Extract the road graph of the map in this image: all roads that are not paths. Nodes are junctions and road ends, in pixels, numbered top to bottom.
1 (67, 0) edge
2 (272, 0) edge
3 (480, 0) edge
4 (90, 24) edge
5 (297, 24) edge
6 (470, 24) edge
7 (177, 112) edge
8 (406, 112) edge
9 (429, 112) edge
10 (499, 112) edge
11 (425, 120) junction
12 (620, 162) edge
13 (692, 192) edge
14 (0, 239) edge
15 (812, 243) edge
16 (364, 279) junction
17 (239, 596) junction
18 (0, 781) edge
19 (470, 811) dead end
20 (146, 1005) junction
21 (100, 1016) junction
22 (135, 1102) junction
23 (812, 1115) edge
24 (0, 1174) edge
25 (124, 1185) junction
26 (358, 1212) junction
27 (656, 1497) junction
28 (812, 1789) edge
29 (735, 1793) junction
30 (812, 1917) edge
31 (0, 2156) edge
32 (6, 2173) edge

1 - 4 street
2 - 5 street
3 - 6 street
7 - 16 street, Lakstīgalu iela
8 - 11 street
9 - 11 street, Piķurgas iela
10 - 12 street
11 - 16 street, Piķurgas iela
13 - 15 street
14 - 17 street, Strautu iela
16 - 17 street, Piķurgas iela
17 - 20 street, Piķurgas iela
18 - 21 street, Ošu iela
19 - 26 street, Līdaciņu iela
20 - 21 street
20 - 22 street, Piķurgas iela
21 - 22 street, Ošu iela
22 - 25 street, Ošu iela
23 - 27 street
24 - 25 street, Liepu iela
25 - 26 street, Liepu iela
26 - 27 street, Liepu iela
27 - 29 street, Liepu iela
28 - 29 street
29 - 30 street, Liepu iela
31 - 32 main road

* [WHAT THE TASK REQUIRES]:
Each entry is to be written out exactly as it was given.

* [EXERCISE OUTPUT]:
Extract the road graph of the map in this image: all roads that are not paths. Nodes are junctions and road ends, in pixels, numbered top to bottom.
1 (67, 0) edge
2 (272, 0) edge
3 (480, 0) edge
4 (90, 24) edge
5 (297, 24) edge
6 (470, 24) edge
7 (177, 112) edge
8 (406, 112) edge
9 (429, 112) edge
10 (499, 112) edge
11 (425, 120) junction
12 (620, 162) edge
13 (692, 192) edge
14 (0, 239) edge
15 (812, 243) edge
16 (364, 279) junction
17 (239, 596) junction
18 (0, 781) edge
19 (470, 811) dead end
20 (146, 1005) junction
21 (100, 1016) junction
22 (135, 1102) junction
23 (812, 1115) edge
24 (0, 1174) edge
25 (124, 1185) junction
26 (358, 1212) junction
27 (656, 1497) junction
28 (812, 1789) edge
29 (735, 1793) junction
30 (812, 1917) edge
31 (0, 2156) edge
32 (6, 2173) edge

1 - 4 street
2 - 5 street
3 - 6 street
7 - 16 street, Lakstīgalu iela
8 - 11 street
9 - 11 street, Piķurgas iela
10 - 12 street
11 - 16 street, Piķurgas iela
13 - 15 street
14 - 17 street, Strautu iela
16 - 17 street, Piķurgas iela
17 - 20 street, Piķurgas iela
18 - 21 street, Ošu iela
19 - 26 street, Līdaciņu iela
20 - 21 street
20 - 22 street, Piķurgas iela
21 - 22 street, Ošu iela
22 - 25 street, Ošu iela
23 - 27 street
24 - 25 street, Liepu iela
25 - 26 street, Liepu iela
26 - 27 street, Liepu iela
27 - 29 street, Liepu iela
28 - 29 street
29 - 30 street, Liepu iela
31 - 32 main road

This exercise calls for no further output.